"Wir vier da hinten sind die Hauptverantwortlichen"
Wöber gibt aber auch zu, dass man sicher Fehler gemacht hat und das Team sich verbessern müsse. "Gerade aus Standards haben wir in der Champions League zu viele Tore bekommen", betont der gebürtige Wiener.
"Wir vier da hinten sind natürlich die Hauptverantwortlichen, aber bei unserer Spielweise muss man die Defensivarbeit auf die gesamte Mannschaft beziehen." Und da agiere man in Umschaltsituationen "manchmal nicht konsequent genug und zu verspielt".

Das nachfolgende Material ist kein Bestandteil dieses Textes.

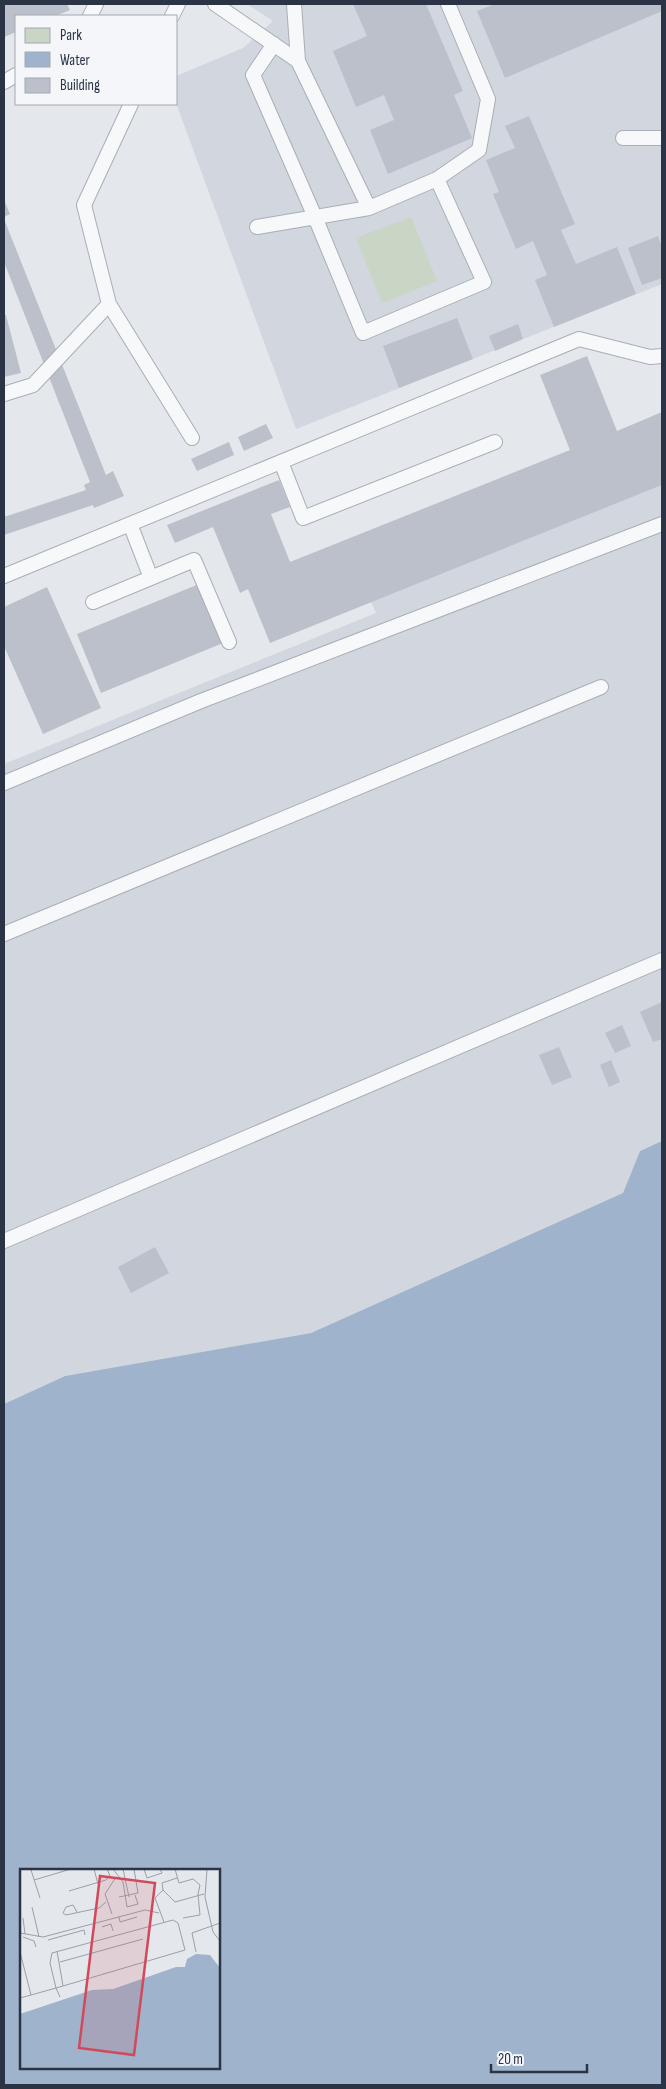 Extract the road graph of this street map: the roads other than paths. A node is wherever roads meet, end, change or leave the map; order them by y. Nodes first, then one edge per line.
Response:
1 (215, 4) edge
2 (294, 4) edge
3 (448, 4) edge
4 (274, 44) junction
5 (298, 61) junction
6 (15, 76) edge
7 (4, 82) edge
8 (131, 105) edge
9 (623, 138) dead end
10 (662, 138) edge
11 (437, 179) junction
12 (369, 208) junction
13 (315, 217) junction
14 (257, 227) dead end
15 (109, 304) junction
16 (662, 356) edge
17 (4, 394) edge
18 (192, 438) dead end
19 (495, 442) dead end
20 (281, 462) junction
21 (130, 524) junction
22 (662, 524) edge
23 (4, 576) edge
24 (151, 578) junction
25 (93, 602) dead end
26 (228, 642) dead end
27 (601, 687) dead end
28 (4, 783) edge
29 (4, 934) edge
30 (662, 960) edge
31 (4, 1242) edge

1 - 4 lane
2 - 5 lane
3 - 11 lane
4 - 5 lane
4 - 13 lane
5 - 12 lane
6 - 7 lane
8 - 15 lane
9 - 10 lane
11 - 12 lane
11 - 13 lane
12 - 13 lane
13 - 14 lane
15 - 17 lane
15 - 18 lane
16 - 20 lane
19 - 20 lane
20 - 21 lane
21 - 23 lane
21 - 24 lane
22 - 28 lane
24 - 25 lane
24 - 26 lane
27 - 29 lane
30 - 31 lane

Angesprochen auf die erste Partie gegen David Alaba und Co. meint der ÖFB-Verteidiger rückblickend: "Wir haben den Bayern über 80 Minute einen richtig große Aufgabe gegeben. Am Ende ist es halt in die Hose gegangen. Das soll in diesem Ausmaß auf Champions-League-Niveau zwar nicht passieren, aber das sind eben auch die Bayern. Die spüren das, wenn der Gegner einen kleinen Knick bekommt."
"Haben eh den Luxus, rotieren zu können"
Auch das schwache 1:1-Remis der Bayern gegen sehr defensiv agierende Bremer blieb den Salzburgern nicht verborgen. "Werder hat das sehr gut gemacht, aber das ist nicht unsere Art Fußball zu spielen. Unsere Stärke ist die Offensive. Und gerade in der Champions League kann Bayern sicher ein Schäuferl nachlegen", sieht Wöber keinerlei Parallelen zur anstehenden Partie.
Aufgrund der hohen Belastungen erkennt der Wiener aktuell doch Verschleißerscheinungen: "Wir haben eh den Luxus, rotieren zu können. Wir freuen uns natürlich über viele Spiele, aber es zehrt schon am Körper."
Man könne das bei den großen Vereinen wie Liverpool, aber auch im eigenen Klub sehen: "Patson Daka, der eigentlich immer extrem fit ist, fällt mit einer gravierenderen Muskelverletzung aus. Das ist untypisch."